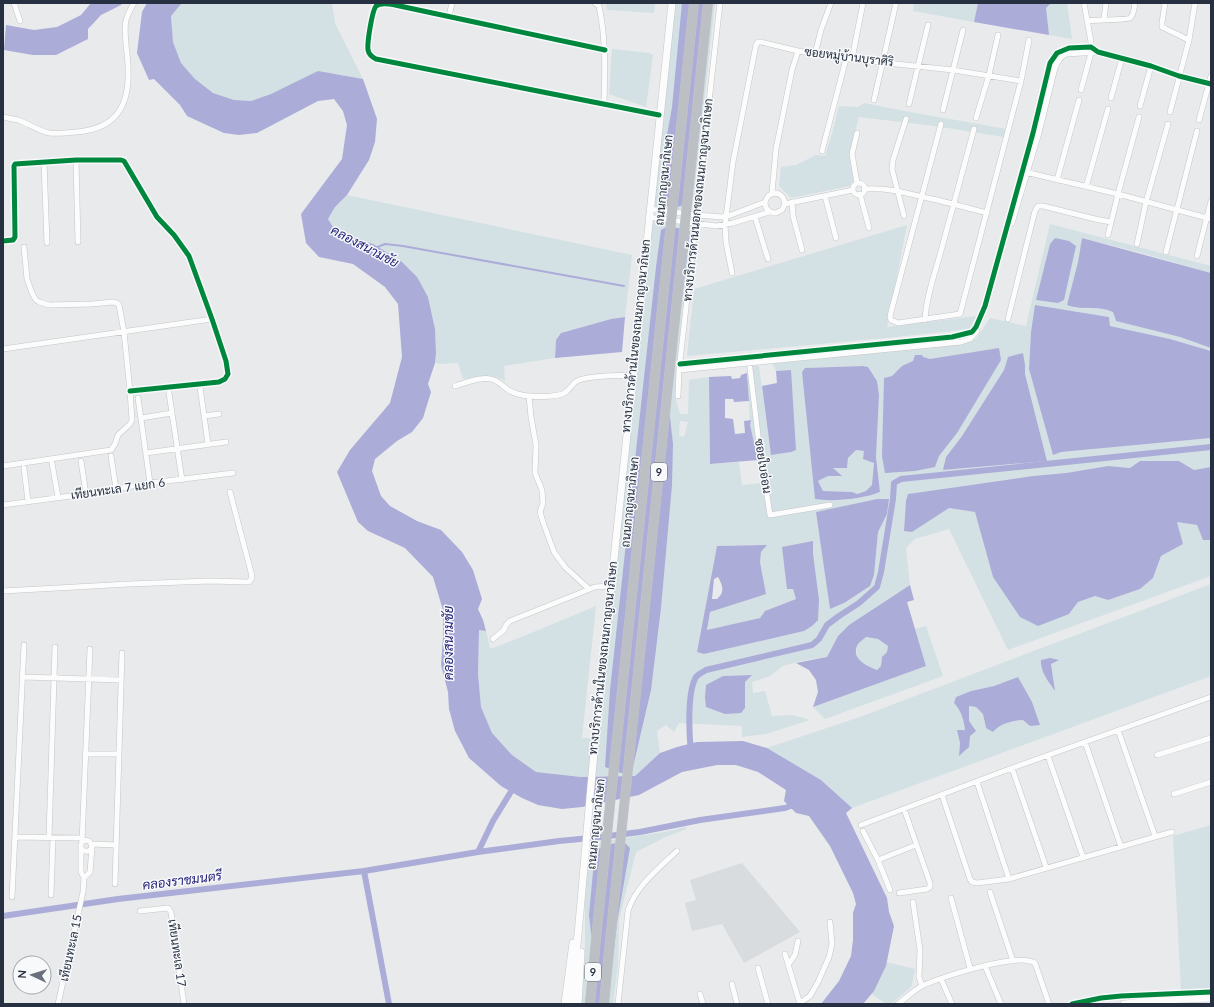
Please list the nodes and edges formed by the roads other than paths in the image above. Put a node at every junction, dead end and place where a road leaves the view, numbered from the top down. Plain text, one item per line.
1 (14, 3) edge
2 (134, 3) edge
3 (452, 3) edge
4 (595, 3) edge
5 (672, 3) edge
6 (694, 3) edge
7 (708, 3) edge
8 (720, 3) edge
9 (831, 3) edge
10 (863, 3) edge
11 (896, 3) edge
12 (1084, 3) edge
13 (1106, 3) edge
14 (1135, 3) edge
15 (1165, 3) edge
16 (1195, 3) edge
17 (402, 5) edge
18 (449, 16) junction
19 (1104, 19) junction
20 (20, 21) dead end
21 (1087, 21) junction
22 (928, 25) dead end
23 (963, 30) dead end
24 (998, 35) dead end
25 (1029, 40) dead end
26 (1189, 40) junction
27 (1091, 47) junction
28 (605, 50) junction
29 (798, 51) junction
30 (1098, 52) junction
31 (1091, 53) junction
32 (815, 54) junction
33 (1122, 58) junction
34 (849, 59) junction
35 (882, 62) junction
36 (918, 66) junction
37 (1151, 66) junction
38 (1052, 67) junction
39 (953, 70) junction
40 (989, 75) junction
41 (1179, 76) junction
42 (1211, 76) edge
43 (1021, 81) junction
44 (1210, 84) edge
45 (1082, 90) dead end
46 (1111, 98) dead end
47 (874, 100) dead end
48 (1079, 100) dead end
49 (604, 104) junction
50 (909, 104) dead end
51 (1140, 106) dead end
52 (1108, 109) dead end
53 (943, 110) dead end
54 (1170, 112) dead end
55 (659, 115) junction
56 (3, 117) edge
57 (1139, 117) dead end
58 (976, 118) dead end
59 (906, 119) dead end
60 (1199, 120) dead end
61 (941, 124) dead end
62 (1168, 124) dead end
63 (974, 130) dead end
64 (1198, 131) dead end
65 (857, 133) dead end
66 (822, 151) dead end
67 (76, 160) junction
68 (44, 162) junction
69 (1025, 172) junction
70 (1057, 180) junction
71 (857, 183) junction
72 (1086, 187) junction
73 (864, 189) junction
74 (853, 190) junction
75 (897, 191) junction
76 (772, 193) junction
77 (860, 194) junction
78 (1118, 194) junction
79 (825, 196) junction
80 (921, 196) junction
81 (1211, 201) edge
82 (765, 202) junction
83 (792, 202) junction
84 (1146, 202) junction
85 (953, 203) junction
86 (785, 204) junction
87 (1177, 209) junction
88 (769, 212) junction
89 (649, 213) junction
90 (987, 213) junction
91 (697, 215) junction
92 (727, 216) junction
93 (904, 216) dead end
94 (755, 217) junction
95 (1209, 218) edge
96 (1111, 222) junction
97 (696, 223) junction
98 (725, 225) junction
99 (869, 228) dead end
100 (1108, 234) dead end
101 (836, 238) dead end
102 (3, 241) edge
103 (78, 242) dead end
104 (47, 243) dead end
105 (1137, 244) dead end
106 (24, 248) dead end
107 (802, 250) dead end
108 (1166, 252) dead end
109 (1197, 256) dead end
110 (768, 259) dead end
111 (732, 273) dead end
112 (1008, 318) dead end
113 (212, 319) junction
114 (925, 320) junction
115 (124, 332) junction
116 (3, 349) edge
117 (826, 349) junction
118 (827, 355) junction
119 (749, 360) junction
120 (680, 364) junction
121 (679, 370) junction
122 (632, 375) junction
123 (455, 386) dead end
124 (200, 387) dead end
125 (130, 390) junction
126 (169, 393) dead end
127 (529, 396) junction
128 (678, 396) dead end
129 (138, 398) dead end
130 (172, 413) junction
131 (219, 414) dead end
132 (204, 416) junction
133 (141, 418) junction
134 (226, 442) dead end
135 (208, 444) junction
136 (178, 448) junction
137 (146, 453) junction
138 (111, 456) dead end
139 (81, 460) dead end
140 (52, 463) dead end
141 (3, 466) edge
142 (24, 468) dead end
143 (233, 473) dead end
144 (182, 480) junction
145 (150, 483) junction
146 (116, 489) junction
147 (230, 492) dead end
148 (86, 494) junction
149 (58, 497) junction
150 (28, 501) junction
151 (3, 505) edge
152 (830, 506) dead end
153 (611, 586) junction
154 (589, 589) junction
155 (3, 591) edge
156 (493, 638) dead end
157 (24, 645) dead end
158 (55, 647) dead end
159 (90, 649) dead end
160 (122, 653) dead end
161 (23, 676) junction
162 (53, 678) junction
163 (88, 679) junction
164 (121, 680) junction
165 (1211, 697) edge
166 (1118, 730) junction
167 (1211, 738) edge
168 (1085, 742) junction
169 (85, 754) junction
170 (119, 754) junction
171 (1157, 755) dead end
172 (1048, 756) junction
173 (1012, 768) junction
174 (977, 782) junction
175 (1211, 782) edge
176 (942, 794) junction
177 (1174, 794) dead end
178 (904, 809) junction
179 (861, 825) dead end
180 (863, 831) dead end
181 (1172, 832) dead end
182 (1155, 836) junction
183 (15, 837) junction
184 (51, 837) junction
185 (82, 842) junction
186 (92, 845) junction
187 (116, 845) junction
188 (916, 845) junction
189 (1121, 847) junction
190 (677, 851) dead end
191 (1083, 857) junction
192 (878, 860) junction
193 (1046, 868) junction
194 (84, 878) junction
195 (1009, 879) junction
196 (115, 884) dead end
197 (890, 890) dead end
198 (990, 892) dead end
199 (899, 893) dead end
200 (582, 894) junction
201 (52, 895) dead end
202 (12, 898) dead end
203 (951, 898) dead end
204 (913, 902) dead end
205 (140, 912) dead end
206 (830, 922) dead end
207 (798, 942) dead end
208 (785, 954) dead end
209 (1013, 961) junction
210 (788, 965) junction
211 (985, 966) junction
212 (758, 968) dead end
213 (970, 968) junction
214 (941, 979) junction
215 (732, 984) dead end
216 (922, 986) junction
217 (700, 994) dead end
218 (1211, 998) edge
219 (58, 1004) edge
220 (184, 1004) edge
221 (565, 1004) edge
222 (571, 1004) edge
223 (578, 1004) edge
224 (590, 1004) edge
225 (604, 1004) edge
226 (618, 1004) edge
227 (703, 1004) edge
228 (737, 1004) edge
229 (768, 1004) edge
230 (800, 1004) edge
231 (899, 1004) edge
232 (952, 1004) edge
233 (1001, 1004) edge
234 (1050, 1004) edge
235 (1124, 1004) edge

1 - 20 street
2 - 56 street
3 - 18 street
4 - 28 street
5 - 55 main road, ทางบริการด้านในของถนนกาญจนาภิเษก
6 - 224 highway, ถนนกาญจนาภิเษก / 9, bridge
7 - 225 highway, 9, bridge
8 - 91 street, ทางบริการด้านนอกของถนนกาญจนาภิเษก
9 - 32 street
10 - 34 street
11 - 35 street
12 - 21 street
13 - 19 street
14 - 19 street
15 - 26 street
16 - 26 street
17 - 18 street
17 - 49 street
18 - 28 street
19 - 21 street
21 - 27 street
22 - 36 street
23 - 39 street
24 - 40 street
25 - 43 street
26 - 41 street
27 - 30 street
27 - 31 street
27 - 38 street
28 - 49 street
29 - 32 street, ซอยหมู่บ้านบุราศิริ
29 - 76 street, ซอยหมู่บ้านบุราศิริ
29 - 92 street
30 - 31 street
30 - 33 street
31 - 38 street
31 - 45 street
32 - 34 street, ซอยหมู่บ้านบุราศิริ
33 - 37 street
33 - 46 street
34 - 35 street, ซอยหมู่บ้านบุราศิริ
34 - 66 street
35 - 36 street, ซอยหมู่บ้านบุราศิริ
35 - 47 street
36 - 39 street, ซอยหมู่บ้านบุราศิริ
36 - 50 street
37 - 41 street
37 - 51 street
38 - 69 street
39 - 40 street, ซอยหมู่บ้านบุราศิริ
39 - 53 street
40 - 43 street, ซอยหมู่บ้านบุราศิริ
40 - 58 street
41 - 44 street
41 - 54 street
42 - 44 street
43 - 90 street
44 - 60 street
48 - 70 street
49 - 55 street
52 - 72 street
55 - 89 main road, ทางบริการด้านในของถนนกาญจนาภิเษก
57 - 78 street
59 - 75 street
61 - 80 street
62 - 84 street
63 - 85 street
64 - 87 street
65 - 71 street
67 - 68 street
67 - 103 street
67 - 113 street
68 - 102 street
68 - 104 street
69 - 70 street
69 - 117 street
69 - 118 street
70 - 72 street
71 - 73 street
71 - 74 street
72 - 78 street
73 - 75 street
73 - 77 street
74 - 77 street
74 - 79 street
75 - 80 street
75 - 93 street
76 - 82 street
76 - 86 street
77 - 99 street
78 - 84 street
78 - 96 street
79 - 83 street
79 - 101 street
80 - 85 street
80 - 114 street
81 - 95 street
82 - 88 street
82 - 92 street
83 - 86 street
83 - 107 street
84 - 87 street
84 - 105 street
85 - 90 street
85 - 114 street
86 - 88 street
87 - 95 street
87 - 108 street
88 - 94 street
89 - 91 street
89 - 97 street
89 - 122 main road, ทางบริการด้านในของถนนกาญจนาภิเษก
90 - 114 street
91 - 92 street
91 - 97 street, ทางบริการด้านนอกของถนนกาญจนาภิเษก
92 - 98 street
94 - 98 street
94 - 110 street
95 - 109 street
96 - 100 street
96 - 112 street
97 - 98 street
97 - 120 street, ทางบริการด้านนอกของถนนกาญจนาภิเษก
98 - 111 street
106 - 115 street
113 - 115 street
113 - 125 street
115 - 116 street
115 - 125 street
117 - 118 street
117 - 119 street
118 - 119 street
119 - 120 street
119 - 121 street
119 - 152 street, ซอยใบอ่อน
120 - 121 street, ทางบริการด้านนอกของถนนกาญจนาภิเษก
121 - 128 street, ทางบริการด้านนอกของถนนกาญจนาภิเษก
122 - 127 street
122 - 153 main road, ทางบริการด้านในของถนนกาญจนาภิเษก
123 - 127 street
124 - 132 street
125 - 141 street
126 - 130 street
127 - 154 street
129 - 133 street
130 - 133 street
130 - 136 street
131 - 132 street
132 - 135 street
133 - 137 street
134 - 135 street
135 - 136 street
136 - 137 street
136 - 144 street
137 - 145 street
138 - 146 street
139 - 148 street
140 - 149 street
142 - 150 street
143 - 144 street, เทียนทะเล 7 แยก 6
144 - 145 street, เทียนทะเล 7 แยก 6
145 - 146 street, เทียนทะเล 7 แยก 6
146 - 148 street, เทียนทะเล 7 แยก 6
147 - 155 street
148 - 149 street, เทียนทะเล 7 แยก 6
149 - 150 street, เทียนทะเล 7 แยก 6
150 - 151 street, เทียนทะเล 7 แยก 6
153 - 154 street
153 - 200 main road, ทางบริการด้านในของถนนกาญจนาภิเษก
154 - 156 street
157 - 161 street
158 - 162 street
159 - 163 street
160 - 164 street
161 - 162 street
161 - 183 street
162 - 163 street
162 - 184 street
163 - 164 street
163 - 169 street
164 - 170 street
165 - 166 street
166 - 168 street
166 - 182 street
167 - 171 street
168 - 172 street
168 - 189 street
169 - 170 street
169 - 185 street
170 - 187 street
172 - 173 street
172 - 191 street
173 - 174 street
173 - 193 street
174 - 176 street
174 - 195 street
175 - 177 street
176 - 178 street
176 - 195 street
178 - 179 street
178 - 188 street
180 - 192 street
181 - 182 street
182 - 189 street
183 - 184 street
183 - 202 street
184 - 185 street
184 - 201 street
185 - 186 street
185 - 186 street
185 - 194 street
186 - 187 street
186 - 194 street
187 - 196 street
188 - 192 street
188 - 199 street
189 - 191 street
190 - 226 street
191 - 193 street
192 - 197 street
193 - 195 street
194 - 219 street, เทียนทะเล 15
198 - 209 street
200 - 221 main road
200 - 222 main road, ทางบริการด้านในของถนนกาญจนาภิเษก
200 - 223 main road
203 - 213 street
204 - 216 street
205 - 220 street, เทียนทะเล 17
206 - 230 street
207 - 210 street
208 - 210 street
209 - 211 street
209 - 234 street
210 - 230 street
211 - 213 street
211 - 233 street
212 - 229 street
213 - 214 street
214 - 216 street
214 - 232 street
215 - 228 street
216 - 231 street
217 - 227 street
218 - 235 main road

********************

### INSTRUCTIONS FOR THE TASK
Which lines above include the string "highway"? Show them.

### ANSWER
6 - 224 highway, ถนนกาญจนาภิเษก / 9, bridge
7 - 225 highway, 9, bridge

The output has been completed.